Global Witness’s prediction proved accurate. In part, Justice Burnton relied on a narrow rationale: the financial documents, though unquestionably confidential at one time, had lost that status, he ruled, when they had been referenced in open court at a hearing in Hong Kong in May 2007.
But Justice Burnton also based his ruling on broader, independent grounds. Though the European Convention on Human Rights protects both privacy rights (in article 8 ) and press freedom (in article 10) Justice Burnton found that press freedom had the trump card here because “there is an important public interest in the publication of the specified documents and the information derived from them.”

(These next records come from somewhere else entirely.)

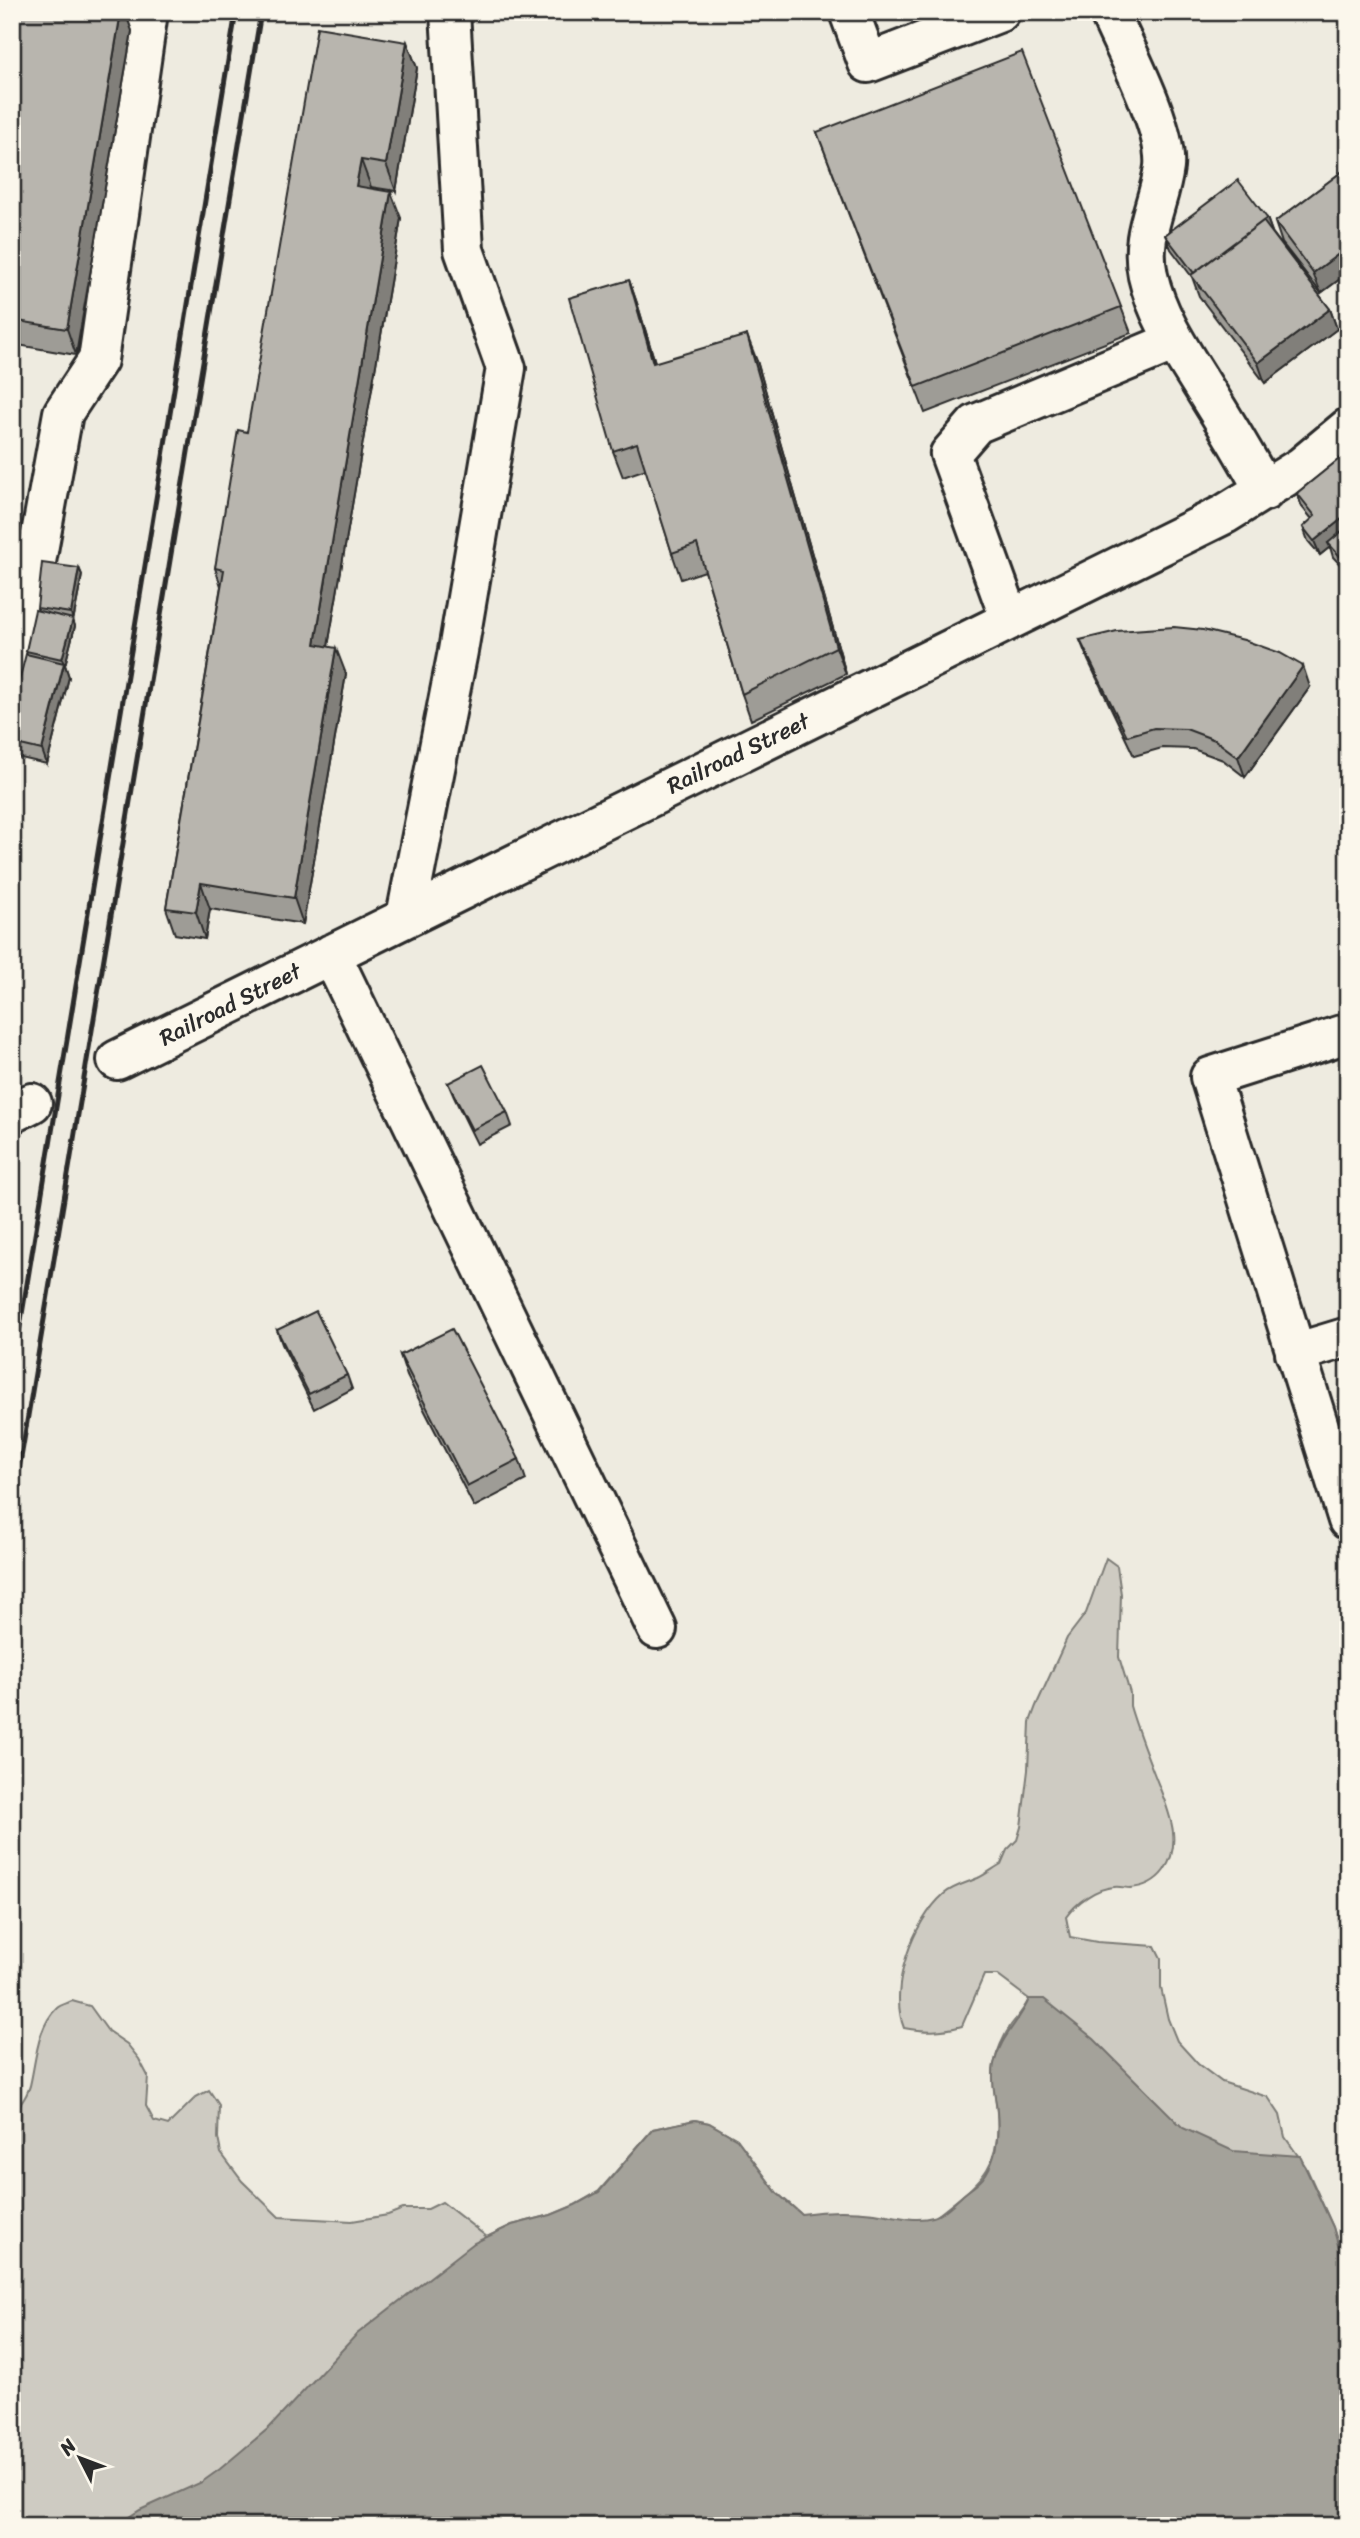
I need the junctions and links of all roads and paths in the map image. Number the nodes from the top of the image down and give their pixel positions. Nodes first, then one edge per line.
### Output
1 (148, 12) edge
2 (450, 12) edge
3 (849, 12) edge
4 (1000, 12) edge
5 (1109, 12) edge
6 (1175, 341) junction
7 (1348, 428) edge
8 (1265, 491) junction
9 (1010, 620) junction
10 (12, 694) edge
11 (406, 917) junction
12 (331, 954) junction
13 (1348, 1033) edge
14 (117, 1060) dead end
15 (1348, 1337) edge
16 (1296, 1353) junction
17 (1348, 1520) edge
18 (657, 1629) dead end

1 - 10 street
2 - 11 street
3 - 4 street
5 - 6 street
6 - 8 street
6 - 9 street
7 - 8 street, Railroad Street
8 - 9 street, Railroad Street
9 - 11 street, Railroad Street
11 - 12 street, Railroad Street
12 - 14 street, Railroad Street
12 - 18 street
13 - 16 street
15 - 16 street
16 - 17 street

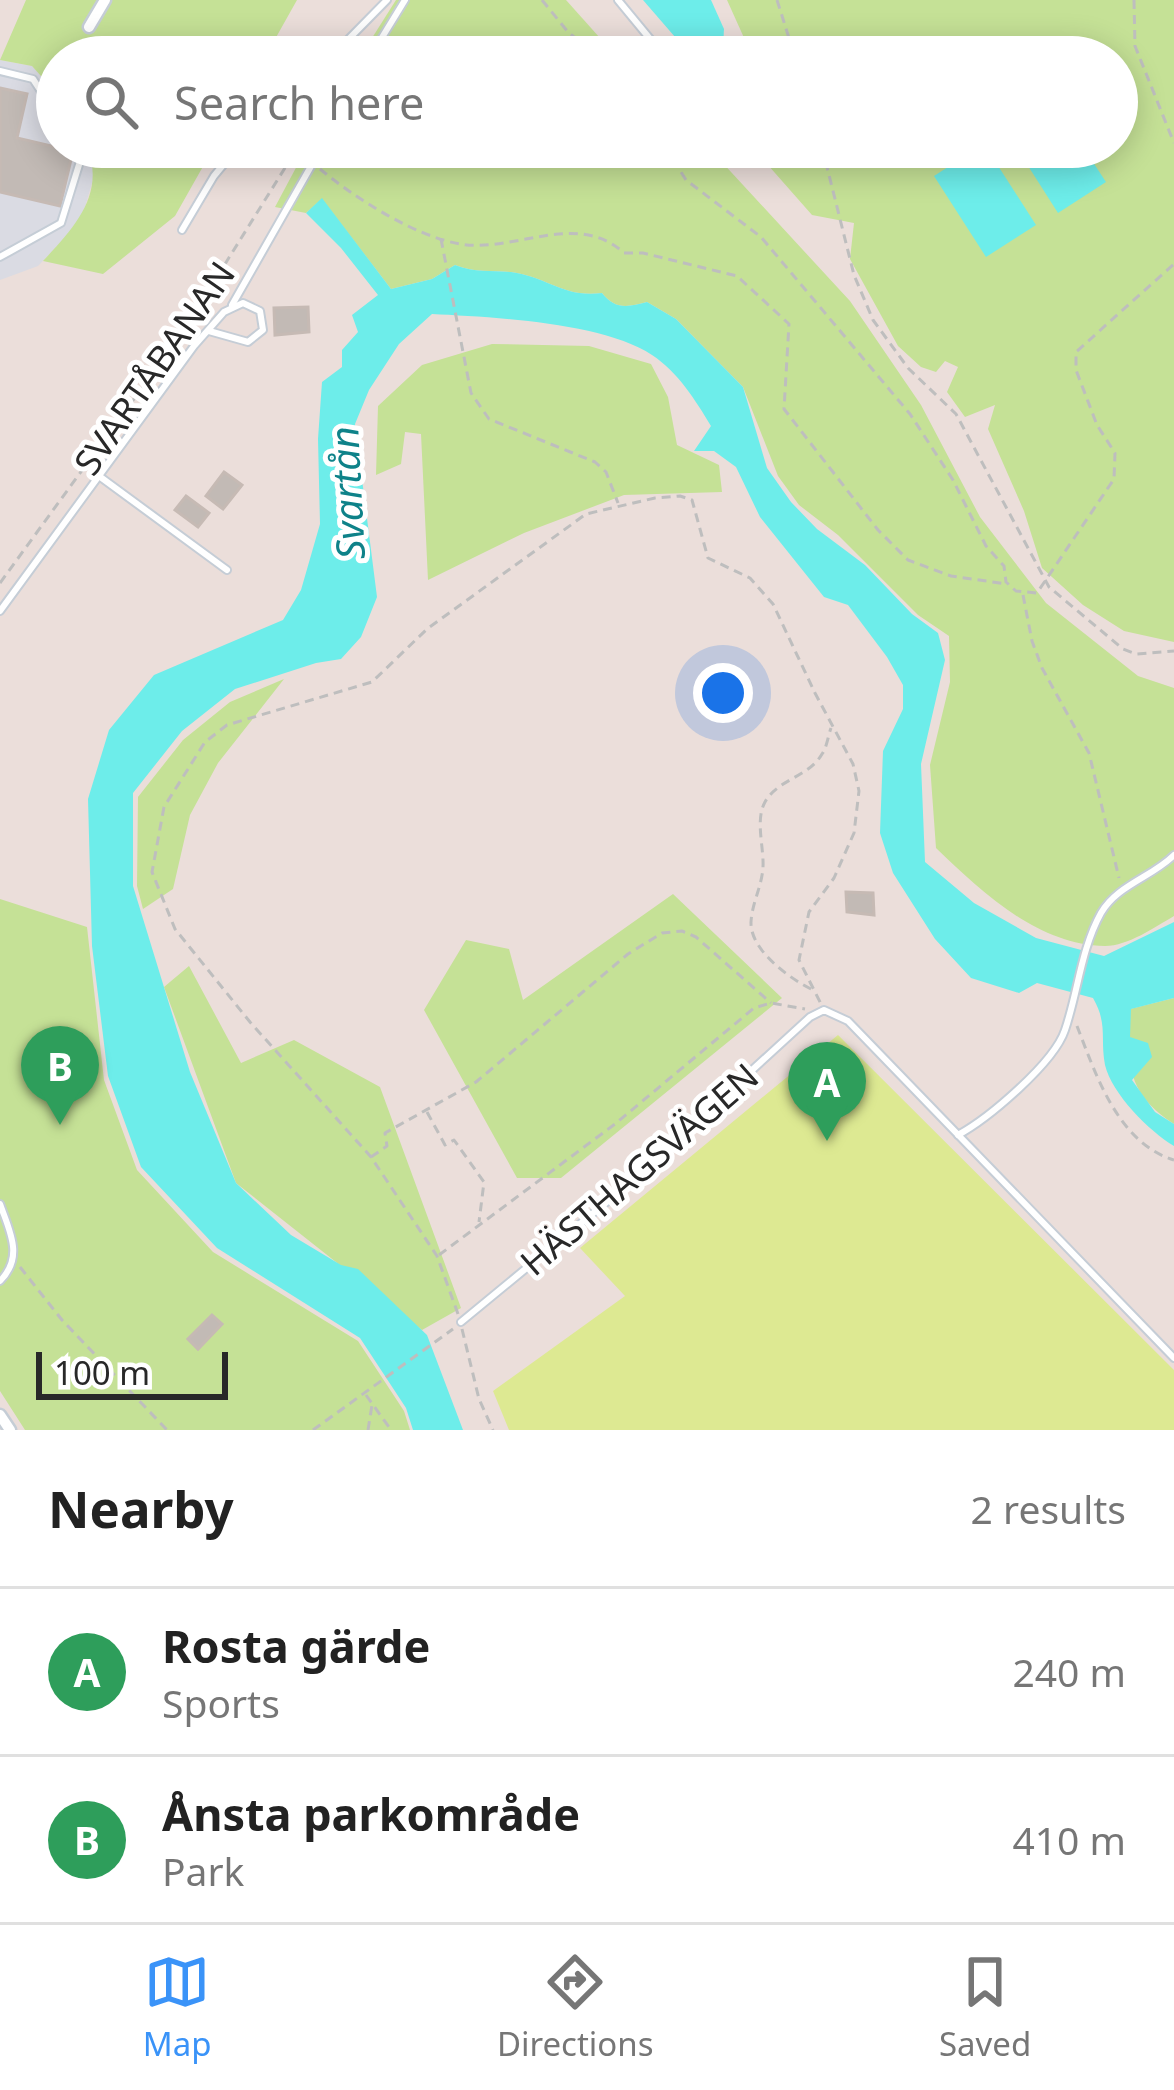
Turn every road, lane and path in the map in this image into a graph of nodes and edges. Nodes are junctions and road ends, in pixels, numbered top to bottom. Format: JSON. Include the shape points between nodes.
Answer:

Indeed, he all but endorsed Global Witness’s interpretation of the documents. “The specified documents demonstrate that [Sassou-Nguesso] is the concealed beneficial owner of an offshore company, namely Long Beach . . . that has oil dealings with . . . one of the companies found [earlier, in a different published court case] to have entered into sham purchases and resales of Congolese oil which gave an obvious opportunity for personal gain on the part of those controlling those companies.”
The Hong Kong judge who had attempted to bar Global Witness from displaying the documents had extended to Sassou-Nguesso and Long Beach an innocent-till-proven-guilty style benefit of the doubt, explaining that neither had yet been found to have done anything “unsavoury or corrupt.” Justice Burnton rejected that approach, however. “The specified documents, unless explained, frankly suggest that they are [unsavoury and corrupt],” Burnton wrote. “There is no obvious reason why [Sassou-Nguesso] should not publicly explain that the transactions shown by these documents are consistent with his honest performance of his duties as President and Director General of Cotrade and his disclosed personal income. Once there is good reason to doubt the propriety of the financial affairs of a public official, there is a public interest in those affairs being open to public scrutiny.”
A solicitor for Global Witness, Mark Stephens, characterizes the ruling in an interview as “hugely important,” and said it would help put an end to the “pernicious” trend in which elites from autocratic governments try to use the UK’s liberal libel and privacy laws to silence “NGOs who do an enormous amount of good work, reporting in depth, honestly and courageously.”
Jenny Afia, a solicitor at Schillings who helped represent Sassou-Nguesso, says, “It’s not our policy to comment on our clients’ cases.” She said she would pass along my request for comment to the client.
(Incidentally, on August 10, five days before Justice Burnton made his ruling public, an Australian lawyer who reads this blog wrote to me to suggest that a vulture fund had been the human rights group’s likely source for the documents. Since he was dead right, I wanted to salute him in some way. He writes a blog under the name the Stumblng Tumblr, which you can view here.)